Ano de 2016, Maio. Por pequenos e alguns poucos dias, tive a consciência que estava gerando em meu corpo, uma vida. Por alguns dias, tive a sensação mais poderosa da minha existência na terra. Porém, essa vida não durou muito tempo, não quis nascer nessa era. Os batimentos cardíacos nem chegaram a soar. Foi uma existência rápida que passou por mim.
Mas, essa existência, precisou ser convidada a se retirar, não quis sair naturalmente.
Ela era tão poderosa e, queria tanto nascer, que deixou no meu corpo células, e com capacidade de reprodução muito veloz, como uma linha de um novelo de aspecto infinito. Seria lindo se essa imagem não tivesse ligada a minha vida. Esse novelo infinito, se reproduzindo transformaria eu, numa não vida, por isso, era preciso pará-lo.
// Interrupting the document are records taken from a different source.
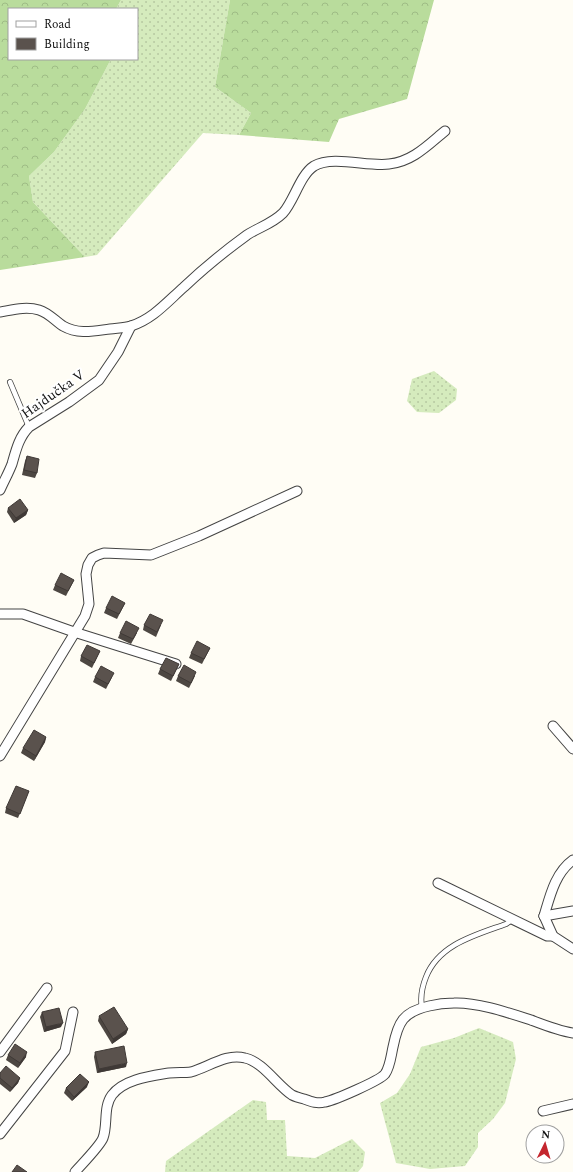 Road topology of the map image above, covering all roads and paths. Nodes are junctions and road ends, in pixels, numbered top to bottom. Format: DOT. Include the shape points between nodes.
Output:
graph roads {
  1 [pos="445,131"];
  2 [pos="0,312"];
  3 [pos="131,326"];
  4 [pos="10,382"];
  5 [pos="29,427"];
  6 [pos="0,490"];
  7 [pos="297,492"];
  8 [pos="0,614"];
  9 [pos="74,632"];
  10 [pos="176,664"];
  11 [pos="553,726"];
  12 [pos="573,748"];
  13 [pos="0,756"];
  14 [pos="573,860"];
  15 [pos="438,883"];
  16 [pos="573,911"];
  17 [pos="544,916"];
  18 [pos="512,920"];
  19 [pos="553,936"];
  20 [pos="573,949"];
  21 [pos="47,988"];
  22 [pos="422,1008"];
  23 [pos="73,1012"];
  24 [pos="573,1033"];
  25 [pos="0,1052"];
  26 [pos="573,1104"];
  27 [pos="543,1111"];
  28 [pos="0,1134"];
  29 [pos="75,1172"];
  1 -- 3 [label="street" via="416,155 389,164 328,162 316,165 309,170 284,212 273,222 230,247 153,316"];
  2 -- 3 [label="street" via="24,308 40,310 62,326 77,332"];
  3 -- 5 [label="street, Hajdučka V" via="118,352 99,380"];
  4 -- 5 [label="lane"];
  5 -- 6 [label="street, Hajdučka V" via="16,447"];
  7 -- 9 [label="street" via="151,555 104,553 92,558 86,574 89,604 85,616"];
  8 -- 9 [label="street" via="23,614"];
  9 -- 10 [label="street"];
  9 -- 13 [label="street"];
  11 -- 12 [label="street"];
  14 -- 17 [label="street" via="560,873"];
  15 -- 18 [label="street"];
  16 -- 17 [label="street"];
  17 -- 19 [label="street"];
  18 -- 19 [label="street" via="547,936"];
  18 -- 22 [label="lane" via="456,944 442,954 431,966 424,982"];
  19 -- 20 [label="street"];
  21 -- 25 [label="street"];
  22 -- 24 [label="street" via="455,1003 475,1005"];
  22 -- 29 [label="street" via="411,1011 400,1024 388,1067 382,1076 327,1102 317,1103 293,1095 247,1058 226,1058 190,1072 138,1079 111,1096 103,1139"];
  23 -- 28 [label="street" via="65,1051"];
  26 -- 27 [label="street"];
}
Uma ruptura era necessária.
Em tratamento contínuo e árduo, foram alguns meses de repouso, sangramentos constantes, cólicas intermináveis, fraqueza física e psicológica e um vazio maternal.
Procurei então, nesse momento, respostas dessa situação, não achei na minha cabeça. Fui para o externo, procurei outras formas de acreditar... Catolicismo. Espiritismo. Leitura de Aura. Psicologia. Freud. Yung. Thetahealing. Tarô. Leitura de Mão. Florais. Pêndulos. Yoga. Meditação. Música. Arte. Cachorro. Poesia. Família.
Ufa...
Há busca.
Uma luz teima em não apagar no meu coração, me puxa de uma sensação de areia
movediça.
Preciso do concreto, longe do estado de preocupação. Preciso do manual, do aqui agora, de algo que me trouxesse presença, um estado no presente. Recorro a minha ancestralidade. Mãe, quem me gerou a vida. Preciso do afeto. Preciso do feito. Preciso afetar-me. Recorri ao feito a mão. Recorri ao fazer e tecer. Artesanal. Bordado e crochê.
O bordado e crochê ajudaram na organização do meu pensamento. Quando estou com as linhas e agulhas e no processo de fazer e desmanchar, vou e volto, viro e desviro, pego o verso e o inverso, lembro-me sempre do meu útero. Útero, casa, abrigo, força.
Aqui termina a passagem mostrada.